[[ Exercise data, beginning ]]
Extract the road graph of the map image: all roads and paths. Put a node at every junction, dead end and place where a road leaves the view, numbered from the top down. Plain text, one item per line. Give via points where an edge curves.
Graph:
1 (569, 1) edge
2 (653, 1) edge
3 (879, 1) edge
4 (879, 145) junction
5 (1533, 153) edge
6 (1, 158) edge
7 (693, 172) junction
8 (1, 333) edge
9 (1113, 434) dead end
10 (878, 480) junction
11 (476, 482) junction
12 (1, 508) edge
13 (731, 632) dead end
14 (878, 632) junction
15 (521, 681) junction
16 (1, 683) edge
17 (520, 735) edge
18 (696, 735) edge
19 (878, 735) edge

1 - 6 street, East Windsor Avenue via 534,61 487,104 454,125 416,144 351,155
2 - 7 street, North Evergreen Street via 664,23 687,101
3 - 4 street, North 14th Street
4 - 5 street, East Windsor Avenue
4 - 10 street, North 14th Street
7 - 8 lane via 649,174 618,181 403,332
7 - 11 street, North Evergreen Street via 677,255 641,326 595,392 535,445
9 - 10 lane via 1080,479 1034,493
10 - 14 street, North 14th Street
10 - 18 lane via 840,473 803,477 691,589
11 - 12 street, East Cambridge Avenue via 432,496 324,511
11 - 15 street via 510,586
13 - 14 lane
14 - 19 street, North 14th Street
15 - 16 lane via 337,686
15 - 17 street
[[ Exercise data, end ]]
● What the task asks: The output should be a character-exact copy of all entries.

● The answer:
Extract the road graph of the map image: all roads and paths. Put a node at every junction, dead end and place where a road leaves the view, numbered from the top down. Plain text, one item per line. Give via points where an edge curves.
Graph:
1 (569, 1) edge
2 (653, 1) edge
3 (879, 1) edge
4 (879, 145) junction
5 (1533, 153) edge
6 (1, 158) edge
7 (693, 172) junction
8 (1, 333) edge
9 (1113, 434) dead end
10 (878, 480) junction
11 (476, 482) junction
12 (1, 508) edge
13 (731, 632) dead end
14 (878, 632) junction
15 (521, 681) junction
16 (1, 683) edge
17 (520, 735) edge
18 (696, 735) edge
19 (878, 735) edge

1 - 6 street, East Windsor Avenue via 534,61 487,104 454,125 416,144 351,155
2 - 7 street, North Evergreen Street via 664,23 687,101
3 - 4 street, North 14th Street
4 - 5 street, East Windsor Avenue
4 - 10 street, North 14th Street
7 - 8 lane via 649,174 618,181 403,332
7 - 11 street, North Evergreen Street via 677,255 641,326 595,392 535,445
9 - 10 lane via 1080,479 1034,493
10 - 14 street, North 14th Street
10 - 18 lane via 840,473 803,477 691,589
11 - 12 street, East Cambridge Avenue via 432,496 324,511
11 - 15 street via 510,586
13 - 14 lane
14 - 19 street, North 14th Street
15 - 16 lane via 337,686
15 - 17 street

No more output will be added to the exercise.